Here are the individual companies’ commitment letters. They all loudly proclaim their commitment to reduce PFOA levels in their products, not quite so universally unequivocal on the precursors… I need a lawyer to parse some of the language. 3M, for instance, says that they do not “manufacture” the telomers’, which is not the same as saying they do not use them. Solvay Solexis, is extremely straigtforward and agrees to the EPA conditions in a letter actually written in plain English! Dupont, good letter too. Let’s see how this situation plays out, outright elimination in 10 years seems nice, which leads me to believe that the companies are already moving in this direction. The journal article suggests that the residuals are mainly due to inefficiencies in the manufacturing process. The reaction yield is 70%, meaning the 30% left behind from the monomer formation reaction will need to be removed from the product.

ES&T Online News: Can drugs found in water harm humans?

Researchers agree that aquatic species face the greatest risk from exposure to low levels of pharmaceuticals, such as synthetic hormones, which can act as endocrine disrupters at environmental levels. However, little is known about the potential human health effects arising from complex drug mixtures.

Well, it is often more difficult to analyze complex mixtures because Experimental Design 101 makes you want to isolate the effects. And when you do compounds one by one in series, the tendency is to always add them up from the individual experiments. Unfortunately, body chemistry is not like that. I’ve always wanted to design a study that started complex and then tried to isolate later.

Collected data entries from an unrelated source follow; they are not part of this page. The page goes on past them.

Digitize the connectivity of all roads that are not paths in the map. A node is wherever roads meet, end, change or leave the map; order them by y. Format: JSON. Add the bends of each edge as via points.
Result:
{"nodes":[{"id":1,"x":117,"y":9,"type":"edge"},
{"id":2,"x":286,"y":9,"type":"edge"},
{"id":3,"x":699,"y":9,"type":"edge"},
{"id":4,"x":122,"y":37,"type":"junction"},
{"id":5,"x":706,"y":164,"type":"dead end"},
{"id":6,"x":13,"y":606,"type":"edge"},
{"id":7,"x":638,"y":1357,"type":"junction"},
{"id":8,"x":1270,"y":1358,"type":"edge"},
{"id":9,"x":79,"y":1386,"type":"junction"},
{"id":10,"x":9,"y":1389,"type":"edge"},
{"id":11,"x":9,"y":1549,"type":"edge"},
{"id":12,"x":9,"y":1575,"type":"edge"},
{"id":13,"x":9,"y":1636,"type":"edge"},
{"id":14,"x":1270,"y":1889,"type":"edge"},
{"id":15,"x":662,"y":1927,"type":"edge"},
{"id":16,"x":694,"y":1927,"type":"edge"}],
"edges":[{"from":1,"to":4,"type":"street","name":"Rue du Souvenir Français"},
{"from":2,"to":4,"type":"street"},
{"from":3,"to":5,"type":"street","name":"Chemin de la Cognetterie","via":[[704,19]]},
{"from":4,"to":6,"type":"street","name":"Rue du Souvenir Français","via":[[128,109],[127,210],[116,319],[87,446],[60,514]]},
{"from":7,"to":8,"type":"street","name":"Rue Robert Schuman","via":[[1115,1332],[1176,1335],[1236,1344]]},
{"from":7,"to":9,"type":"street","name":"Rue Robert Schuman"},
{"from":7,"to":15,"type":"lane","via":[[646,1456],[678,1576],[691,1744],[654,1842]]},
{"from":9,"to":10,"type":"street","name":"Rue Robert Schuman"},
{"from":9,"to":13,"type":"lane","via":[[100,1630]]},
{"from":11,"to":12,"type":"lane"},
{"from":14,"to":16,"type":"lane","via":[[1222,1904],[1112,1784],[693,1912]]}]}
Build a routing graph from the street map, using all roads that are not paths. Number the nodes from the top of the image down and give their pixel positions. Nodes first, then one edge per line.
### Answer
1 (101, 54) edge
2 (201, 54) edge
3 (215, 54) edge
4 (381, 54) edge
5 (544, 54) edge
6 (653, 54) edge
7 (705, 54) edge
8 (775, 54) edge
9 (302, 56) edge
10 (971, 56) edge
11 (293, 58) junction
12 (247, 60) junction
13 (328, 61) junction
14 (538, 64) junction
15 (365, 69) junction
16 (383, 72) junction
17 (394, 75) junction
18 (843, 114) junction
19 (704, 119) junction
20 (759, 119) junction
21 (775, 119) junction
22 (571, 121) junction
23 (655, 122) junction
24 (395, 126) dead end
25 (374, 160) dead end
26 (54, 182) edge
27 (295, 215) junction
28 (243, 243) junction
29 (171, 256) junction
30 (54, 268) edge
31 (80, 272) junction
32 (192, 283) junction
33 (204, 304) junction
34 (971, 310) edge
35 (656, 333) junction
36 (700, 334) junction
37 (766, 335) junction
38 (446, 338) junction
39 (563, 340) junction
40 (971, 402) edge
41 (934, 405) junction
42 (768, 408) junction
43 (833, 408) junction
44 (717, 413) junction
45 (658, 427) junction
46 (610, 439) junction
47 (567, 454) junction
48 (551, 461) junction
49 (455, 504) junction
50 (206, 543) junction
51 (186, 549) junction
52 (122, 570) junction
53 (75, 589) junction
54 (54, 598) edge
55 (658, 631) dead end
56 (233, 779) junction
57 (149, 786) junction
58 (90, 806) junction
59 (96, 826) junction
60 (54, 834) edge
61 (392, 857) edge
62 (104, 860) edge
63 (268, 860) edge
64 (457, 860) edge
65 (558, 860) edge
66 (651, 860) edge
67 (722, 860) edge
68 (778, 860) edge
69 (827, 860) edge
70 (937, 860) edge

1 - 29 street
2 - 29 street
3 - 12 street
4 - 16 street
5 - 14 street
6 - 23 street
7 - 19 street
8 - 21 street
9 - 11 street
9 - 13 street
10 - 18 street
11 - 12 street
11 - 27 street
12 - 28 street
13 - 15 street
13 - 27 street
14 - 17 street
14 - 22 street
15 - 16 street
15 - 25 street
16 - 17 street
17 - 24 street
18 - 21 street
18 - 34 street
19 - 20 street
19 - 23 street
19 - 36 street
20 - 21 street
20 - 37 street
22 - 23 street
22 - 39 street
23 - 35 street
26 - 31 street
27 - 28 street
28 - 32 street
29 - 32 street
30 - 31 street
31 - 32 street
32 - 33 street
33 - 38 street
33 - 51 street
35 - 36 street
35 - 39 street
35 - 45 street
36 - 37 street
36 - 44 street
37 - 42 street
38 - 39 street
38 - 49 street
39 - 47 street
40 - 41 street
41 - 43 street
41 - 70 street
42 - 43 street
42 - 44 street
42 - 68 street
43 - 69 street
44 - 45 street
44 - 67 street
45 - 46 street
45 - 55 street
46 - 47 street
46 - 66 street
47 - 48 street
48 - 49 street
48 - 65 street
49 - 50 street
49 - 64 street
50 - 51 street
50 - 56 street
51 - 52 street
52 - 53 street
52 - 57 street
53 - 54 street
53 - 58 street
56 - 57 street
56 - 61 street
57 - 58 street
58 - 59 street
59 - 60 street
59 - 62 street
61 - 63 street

To his surprise, Pomati observed that this mixture of drugs at environmental levels inhibited the growth of human embryonic kidney cells. After 48 hours of exposure, cell proliferation was reduced by 10–30% compared with controls. However, no inhibition was observed when cells were exposed to only the toxic cancer drug at environmental levels.

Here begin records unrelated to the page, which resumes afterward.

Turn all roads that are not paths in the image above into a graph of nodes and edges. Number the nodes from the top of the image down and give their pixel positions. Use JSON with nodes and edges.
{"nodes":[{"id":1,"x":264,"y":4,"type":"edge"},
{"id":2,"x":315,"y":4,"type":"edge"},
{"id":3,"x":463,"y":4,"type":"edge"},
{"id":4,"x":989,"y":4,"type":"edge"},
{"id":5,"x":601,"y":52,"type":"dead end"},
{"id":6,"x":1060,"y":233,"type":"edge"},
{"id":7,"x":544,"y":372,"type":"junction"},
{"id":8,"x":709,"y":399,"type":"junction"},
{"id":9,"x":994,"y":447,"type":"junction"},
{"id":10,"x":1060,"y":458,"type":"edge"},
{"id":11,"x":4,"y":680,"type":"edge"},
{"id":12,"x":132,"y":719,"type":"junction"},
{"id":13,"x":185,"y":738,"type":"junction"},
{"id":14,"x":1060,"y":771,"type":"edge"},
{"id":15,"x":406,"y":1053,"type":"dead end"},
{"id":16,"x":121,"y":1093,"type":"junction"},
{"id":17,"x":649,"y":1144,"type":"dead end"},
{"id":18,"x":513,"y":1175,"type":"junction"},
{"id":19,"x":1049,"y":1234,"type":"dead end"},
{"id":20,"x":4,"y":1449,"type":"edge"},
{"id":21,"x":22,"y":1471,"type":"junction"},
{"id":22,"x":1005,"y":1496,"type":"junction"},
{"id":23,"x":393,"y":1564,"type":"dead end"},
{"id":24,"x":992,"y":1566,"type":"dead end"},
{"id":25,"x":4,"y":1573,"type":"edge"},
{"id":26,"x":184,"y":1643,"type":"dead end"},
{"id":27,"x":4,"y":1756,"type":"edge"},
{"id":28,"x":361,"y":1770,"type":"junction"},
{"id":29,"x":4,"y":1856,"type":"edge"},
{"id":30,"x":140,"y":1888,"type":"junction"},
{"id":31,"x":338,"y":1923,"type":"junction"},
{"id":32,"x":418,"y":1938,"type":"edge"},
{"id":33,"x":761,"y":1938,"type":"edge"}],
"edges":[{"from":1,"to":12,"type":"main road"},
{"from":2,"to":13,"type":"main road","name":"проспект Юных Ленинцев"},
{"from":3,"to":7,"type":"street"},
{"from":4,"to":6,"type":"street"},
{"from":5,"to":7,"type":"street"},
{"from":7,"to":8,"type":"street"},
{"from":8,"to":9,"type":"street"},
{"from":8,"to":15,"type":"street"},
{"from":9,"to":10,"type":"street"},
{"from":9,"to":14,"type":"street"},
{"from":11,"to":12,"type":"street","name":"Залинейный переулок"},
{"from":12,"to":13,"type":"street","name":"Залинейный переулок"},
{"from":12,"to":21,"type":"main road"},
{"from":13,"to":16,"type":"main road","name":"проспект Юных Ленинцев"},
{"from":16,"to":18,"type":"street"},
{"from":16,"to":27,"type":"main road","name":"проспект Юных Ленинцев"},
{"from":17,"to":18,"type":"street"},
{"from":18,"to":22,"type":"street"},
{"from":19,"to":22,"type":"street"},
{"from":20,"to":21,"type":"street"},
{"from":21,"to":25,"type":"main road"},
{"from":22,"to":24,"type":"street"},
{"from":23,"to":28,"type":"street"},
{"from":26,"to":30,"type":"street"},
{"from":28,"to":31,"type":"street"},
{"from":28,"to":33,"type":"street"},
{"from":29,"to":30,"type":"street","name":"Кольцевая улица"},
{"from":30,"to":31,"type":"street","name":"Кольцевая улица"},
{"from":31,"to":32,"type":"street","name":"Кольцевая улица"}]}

Well, that seems conclusive enough, but here comes the “Experimental Design 101” Scold:

The results show that the growth inhibition is not due to the single most cytotoxic compound alone. But that does not conclusively prove that synergistic or additive effects exist between drugs in the mixture, cautions Thomas Heberer of the Institute of Food Chemistry at the Technical University of Berlin. To show that the individual drugs behave additively, Heberer suggests that researchers should analyze the effects of compounds with a common mode of action, such as antibiotics, alone and in various mixtures.

No, No, and No. Doing this presupposes that you know that mechanism of action, meaning you’ve half answered your question. The question Heberer is trying to answer is “do individual drugs with the same mode of action behave additively”. The question Pomati is trying to answer is “Can we demonstrate cytotoxic effects of a cocktail of drugs at ambient levels in a laboratory setting”? These are two completely different questions and Pomati’s question is more valuable at this point in time. Heberer’s strategy, on the other hand, will keep a lab well funded for years to come! But, it is very much the final step.

It is more important at this point in time to demonstrate other effects such as endocrine disruption, mutagenicity, etc in the lab at environmentally relevant levels of mixtures. Then we can get a better handle on which  effects are relevant and which ones to ignore.